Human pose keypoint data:
-- -- --

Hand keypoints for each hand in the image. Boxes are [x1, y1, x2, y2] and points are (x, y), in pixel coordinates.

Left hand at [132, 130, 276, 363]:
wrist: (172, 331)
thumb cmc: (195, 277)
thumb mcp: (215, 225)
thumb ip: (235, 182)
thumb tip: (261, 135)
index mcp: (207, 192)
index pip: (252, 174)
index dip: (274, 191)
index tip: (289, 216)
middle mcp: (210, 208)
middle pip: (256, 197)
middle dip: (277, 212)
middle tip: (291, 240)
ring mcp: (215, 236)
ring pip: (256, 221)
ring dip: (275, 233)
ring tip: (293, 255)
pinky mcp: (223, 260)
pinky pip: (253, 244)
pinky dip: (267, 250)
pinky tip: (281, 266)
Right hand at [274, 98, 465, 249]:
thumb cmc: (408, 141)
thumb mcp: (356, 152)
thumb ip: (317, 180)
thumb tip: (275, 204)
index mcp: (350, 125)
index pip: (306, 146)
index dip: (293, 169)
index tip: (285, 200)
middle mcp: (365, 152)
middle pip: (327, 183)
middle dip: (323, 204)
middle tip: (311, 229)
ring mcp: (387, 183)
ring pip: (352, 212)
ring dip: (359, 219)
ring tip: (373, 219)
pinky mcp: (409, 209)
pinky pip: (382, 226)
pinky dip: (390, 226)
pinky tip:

-- -- --

PROBLEM TO WORK ON: Return, word for word, every line from the line with "middle pip: (256, 197)" to the final line of the data.

SOLUTION BELOW:
middle pip: (256, 197)
middle dip: (277, 212)
middle tip: (291, 240)
ring mcp: (215, 236)
ring pip: (256, 221)
ring dip: (275, 233)
ring tip: (293, 255)
pinky mcp: (223, 260)
pinky pip: (253, 244)
pinky dip: (267, 250)
pinky tip: (281, 266)
Right hand at [274, 98, 465, 249]:
thumb cmc: (408, 141)
thumb mcp: (356, 152)
thumb ip: (317, 180)
thumb tip: (275, 204)
index mcp: (350, 125)
index pip: (306, 146)
index dip: (293, 169)
index tip: (285, 200)
middle mcp: (365, 152)
middle pip: (327, 183)
middle dip: (323, 204)
middle tip: (311, 229)
ring mcp: (387, 183)
ring pip: (352, 212)
ring dip: (359, 219)
ring tip: (373, 219)
pinky mcp: (409, 209)
pinky pip: (382, 226)
pinky dip: (390, 226)
pinky tip:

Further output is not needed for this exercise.